WORK ORDER: Output every entry exactly, from the first line to the last.

═══ SUPPLIED MATERIAL ═══

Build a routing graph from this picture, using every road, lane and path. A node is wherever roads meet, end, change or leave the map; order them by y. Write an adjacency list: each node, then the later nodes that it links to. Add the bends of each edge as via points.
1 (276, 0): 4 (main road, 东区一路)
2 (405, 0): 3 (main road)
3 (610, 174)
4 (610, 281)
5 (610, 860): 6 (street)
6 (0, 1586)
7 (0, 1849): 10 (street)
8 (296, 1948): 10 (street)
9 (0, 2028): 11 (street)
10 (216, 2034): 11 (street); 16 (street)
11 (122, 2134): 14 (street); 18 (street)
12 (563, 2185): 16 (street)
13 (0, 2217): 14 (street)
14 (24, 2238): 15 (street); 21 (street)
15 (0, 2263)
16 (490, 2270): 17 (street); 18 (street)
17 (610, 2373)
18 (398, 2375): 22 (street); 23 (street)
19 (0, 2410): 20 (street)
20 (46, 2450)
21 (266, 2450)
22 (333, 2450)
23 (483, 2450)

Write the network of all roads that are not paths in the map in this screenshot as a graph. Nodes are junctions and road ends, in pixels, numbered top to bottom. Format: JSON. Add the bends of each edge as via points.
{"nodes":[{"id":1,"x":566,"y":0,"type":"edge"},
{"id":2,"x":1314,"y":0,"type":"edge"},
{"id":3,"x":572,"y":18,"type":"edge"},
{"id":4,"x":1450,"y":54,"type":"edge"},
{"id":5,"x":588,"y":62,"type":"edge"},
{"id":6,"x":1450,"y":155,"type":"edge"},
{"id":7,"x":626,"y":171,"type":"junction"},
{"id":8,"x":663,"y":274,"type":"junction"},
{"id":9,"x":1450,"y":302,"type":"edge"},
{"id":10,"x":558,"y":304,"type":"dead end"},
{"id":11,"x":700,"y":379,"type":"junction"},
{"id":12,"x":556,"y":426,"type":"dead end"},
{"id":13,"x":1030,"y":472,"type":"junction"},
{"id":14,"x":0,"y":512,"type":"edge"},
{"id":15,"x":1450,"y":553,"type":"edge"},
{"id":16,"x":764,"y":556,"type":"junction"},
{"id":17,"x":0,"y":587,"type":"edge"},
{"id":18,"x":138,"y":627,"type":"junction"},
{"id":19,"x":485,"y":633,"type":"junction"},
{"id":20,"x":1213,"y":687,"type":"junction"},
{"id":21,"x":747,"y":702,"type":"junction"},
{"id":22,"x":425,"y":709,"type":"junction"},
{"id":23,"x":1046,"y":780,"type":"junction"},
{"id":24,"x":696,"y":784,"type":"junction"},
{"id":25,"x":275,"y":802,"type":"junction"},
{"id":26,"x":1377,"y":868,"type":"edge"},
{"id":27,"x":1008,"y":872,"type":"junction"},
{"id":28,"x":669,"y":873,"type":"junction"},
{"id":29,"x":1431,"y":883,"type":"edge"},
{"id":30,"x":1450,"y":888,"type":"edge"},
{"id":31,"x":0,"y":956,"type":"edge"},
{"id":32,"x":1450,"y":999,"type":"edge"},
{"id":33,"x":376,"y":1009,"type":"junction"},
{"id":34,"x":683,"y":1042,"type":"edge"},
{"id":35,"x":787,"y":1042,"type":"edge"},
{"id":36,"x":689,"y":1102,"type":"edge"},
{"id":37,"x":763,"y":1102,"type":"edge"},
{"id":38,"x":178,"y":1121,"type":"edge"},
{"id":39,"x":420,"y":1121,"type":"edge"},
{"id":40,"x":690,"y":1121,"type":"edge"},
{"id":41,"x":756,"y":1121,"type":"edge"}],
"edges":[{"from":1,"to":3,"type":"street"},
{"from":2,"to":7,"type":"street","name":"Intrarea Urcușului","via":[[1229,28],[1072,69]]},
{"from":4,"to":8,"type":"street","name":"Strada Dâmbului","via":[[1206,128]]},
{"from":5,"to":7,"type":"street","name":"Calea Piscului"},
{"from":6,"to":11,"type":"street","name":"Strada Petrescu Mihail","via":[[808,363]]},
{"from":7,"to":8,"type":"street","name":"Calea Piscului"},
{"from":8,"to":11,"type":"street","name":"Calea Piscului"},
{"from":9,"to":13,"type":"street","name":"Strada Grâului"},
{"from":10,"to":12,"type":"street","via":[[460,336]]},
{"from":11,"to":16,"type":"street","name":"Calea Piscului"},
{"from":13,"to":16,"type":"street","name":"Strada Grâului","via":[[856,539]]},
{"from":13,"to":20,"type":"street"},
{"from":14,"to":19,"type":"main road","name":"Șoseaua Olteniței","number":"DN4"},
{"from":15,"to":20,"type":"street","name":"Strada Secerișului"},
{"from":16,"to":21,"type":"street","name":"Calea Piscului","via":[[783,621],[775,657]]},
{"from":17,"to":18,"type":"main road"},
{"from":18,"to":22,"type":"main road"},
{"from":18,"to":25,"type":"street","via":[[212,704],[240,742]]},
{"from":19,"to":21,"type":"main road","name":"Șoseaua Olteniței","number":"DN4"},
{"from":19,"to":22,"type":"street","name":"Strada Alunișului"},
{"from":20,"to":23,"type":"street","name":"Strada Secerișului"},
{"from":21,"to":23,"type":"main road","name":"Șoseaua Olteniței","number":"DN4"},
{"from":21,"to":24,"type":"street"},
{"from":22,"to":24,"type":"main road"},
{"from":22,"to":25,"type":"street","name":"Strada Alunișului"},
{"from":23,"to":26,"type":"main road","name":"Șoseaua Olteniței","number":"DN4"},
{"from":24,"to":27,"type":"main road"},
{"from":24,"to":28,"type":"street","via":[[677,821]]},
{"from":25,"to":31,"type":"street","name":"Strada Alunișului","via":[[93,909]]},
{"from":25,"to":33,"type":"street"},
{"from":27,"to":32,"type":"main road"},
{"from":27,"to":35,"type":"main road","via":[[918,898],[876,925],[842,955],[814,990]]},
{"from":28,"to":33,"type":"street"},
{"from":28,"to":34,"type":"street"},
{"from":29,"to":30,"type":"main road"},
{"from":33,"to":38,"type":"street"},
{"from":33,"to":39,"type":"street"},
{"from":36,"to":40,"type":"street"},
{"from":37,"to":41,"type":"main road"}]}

═══

EXERCISE ANSWER:
Build a routing graph from this picture, using every road, lane and path. A node is wherever roads meet, end, change or leave the map; order them by y. Write an adjacency list: each node, then the later nodes that it links to. Add the bends of each edge as via points.
1 (276, 0): 4 (main road, 东区一路)
2 (405, 0): 3 (main road)
3 (610, 174)
4 (610, 281)
5 (610, 860): 6 (street)
6 (0, 1586)
7 (0, 1849): 10 (street)
8 (296, 1948): 10 (street)
9 (0, 2028): 11 (street)
10 (216, 2034): 11 (street); 16 (street)
11 (122, 2134): 14 (street); 18 (street)
12 (563, 2185): 16 (street)
13 (0, 2217): 14 (street)
14 (24, 2238): 15 (street); 21 (street)
15 (0, 2263)
16 (490, 2270): 17 (street); 18 (street)
17 (610, 2373)
18 (398, 2375): 22 (street); 23 (street)
19 (0, 2410): 20 (street)
20 (46, 2450)
21 (266, 2450)
22 (333, 2450)
23 (483, 2450)

Write the network of all roads that are not paths in the map in this screenshot as a graph. Nodes are junctions and road ends, in pixels, numbered top to bottom. Format: JSON. Add the bends of each edge as via points.
{"nodes":[{"id":1,"x":566,"y":0,"type":"edge"},
{"id":2,"x":1314,"y":0,"type":"edge"},
{"id":3,"x":572,"y":18,"type":"edge"},
{"id":4,"x":1450,"y":54,"type":"edge"},
{"id":5,"x":588,"y":62,"type":"edge"},
{"id":6,"x":1450,"y":155,"type":"edge"},
{"id":7,"x":626,"y":171,"type":"junction"},
{"id":8,"x":663,"y":274,"type":"junction"},
{"id":9,"x":1450,"y":302,"type":"edge"},
{"id":10,"x":558,"y":304,"type":"dead end"},
{"id":11,"x":700,"y":379,"type":"junction"},
{"id":12,"x":556,"y":426,"type":"dead end"},
{"id":13,"x":1030,"y":472,"type":"junction"},
{"id":14,"x":0,"y":512,"type":"edge"},
{"id":15,"x":1450,"y":553,"type":"edge"},
{"id":16,"x":764,"y":556,"type":"junction"},
{"id":17,"x":0,"y":587,"type":"edge"},
{"id":18,"x":138,"y":627,"type":"junction"},
{"id":19,"x":485,"y":633,"type":"junction"},
{"id":20,"x":1213,"y":687,"type":"junction"},
{"id":21,"x":747,"y":702,"type":"junction"},
{"id":22,"x":425,"y":709,"type":"junction"},
{"id":23,"x":1046,"y":780,"type":"junction"},
{"id":24,"x":696,"y":784,"type":"junction"},
{"id":25,"x":275,"y":802,"type":"junction"},
{"id":26,"x":1377,"y":868,"type":"edge"},
{"id":27,"x":1008,"y":872,"type":"junction"},
{"id":28,"x":669,"y":873,"type":"junction"},
{"id":29,"x":1431,"y":883,"type":"edge"},
{"id":30,"x":1450,"y":888,"type":"edge"},
{"id":31,"x":0,"y":956,"type":"edge"},
{"id":32,"x":1450,"y":999,"type":"edge"},
{"id":33,"x":376,"y":1009,"type":"junction"},
{"id":34,"x":683,"y":1042,"type":"edge"},
{"id":35,"x":787,"y":1042,"type":"edge"},
{"id":36,"x":689,"y":1102,"type":"edge"},
{"id":37,"x":763,"y":1102,"type":"edge"},
{"id":38,"x":178,"y":1121,"type":"edge"},
{"id":39,"x":420,"y":1121,"type":"edge"},
{"id":40,"x":690,"y":1121,"type":"edge"},
{"id":41,"x":756,"y":1121,"type":"edge"}],
"edges":[{"from":1,"to":3,"type":"street"},
{"from":2,"to":7,"type":"street","name":"Intrarea Urcușului","via":[[1229,28],[1072,69]]},
{"from":4,"to":8,"type":"street","name":"Strada Dâmbului","via":[[1206,128]]},
{"from":5,"to":7,"type":"street","name":"Calea Piscului"},
{"from":6,"to":11,"type":"street","name":"Strada Petrescu Mihail","via":[[808,363]]},
{"from":7,"to":8,"type":"street","name":"Calea Piscului"},
{"from":8,"to":11,"type":"street","name":"Calea Piscului"},
{"from":9,"to":13,"type":"street","name":"Strada Grâului"},
{"from":10,"to":12,"type":"street","via":[[460,336]]},
{"from":11,"to":16,"type":"street","name":"Calea Piscului"},
{"from":13,"to":16,"type":"street","name":"Strada Grâului","via":[[856,539]]},
{"from":13,"to":20,"type":"street"},
{"from":14,"to":19,"type":"main road","name":"Șoseaua Olteniței","number":"DN4"},
{"from":15,"to":20,"type":"street","name":"Strada Secerișului"},
{"from":16,"to":21,"type":"street","name":"Calea Piscului","via":[[783,621],[775,657]]},
{"from":17,"to":18,"type":"main road"},
{"from":18,"to":22,"type":"main road"},
{"from":18,"to":25,"type":"street","via":[[212,704],[240,742]]},
{"from":19,"to":21,"type":"main road","name":"Șoseaua Olteniței","number":"DN4"},
{"from":19,"to":22,"type":"street","name":"Strada Alunișului"},
{"from":20,"to":23,"type":"street","name":"Strada Secerișului"},
{"from":21,"to":23,"type":"main road","name":"Șoseaua Olteniței","number":"DN4"},
{"from":21,"to":24,"type":"street"},
{"from":22,"to":24,"type":"main road"},
{"from":22,"to":25,"type":"street","name":"Strada Alunișului"},
{"from":23,"to":26,"type":"main road","name":"Șoseaua Olteniței","number":"DN4"},
{"from":24,"to":27,"type":"main road"},
{"from":24,"to":28,"type":"street","via":[[677,821]]},
{"from":25,"to":31,"type":"street","name":"Strada Alunișului","via":[[93,909]]},
{"from":25,"to":33,"type":"street"},
{"from":27,"to":32,"type":"main road"},
{"from":27,"to":35,"type":"main road","via":[[918,898],[876,925],[842,955],[814,990]]},
{"from":28,"to":33,"type":"street"},
{"from":28,"to":34,"type":"street"},
{"from":29,"to":30,"type":"main road"},
{"from":33,"to":38,"type":"street"},
{"from":33,"to":39,"type":"street"},
{"from":36,"to":40,"type":"street"},
{"from":37,"to":41,"type":"main road"}]}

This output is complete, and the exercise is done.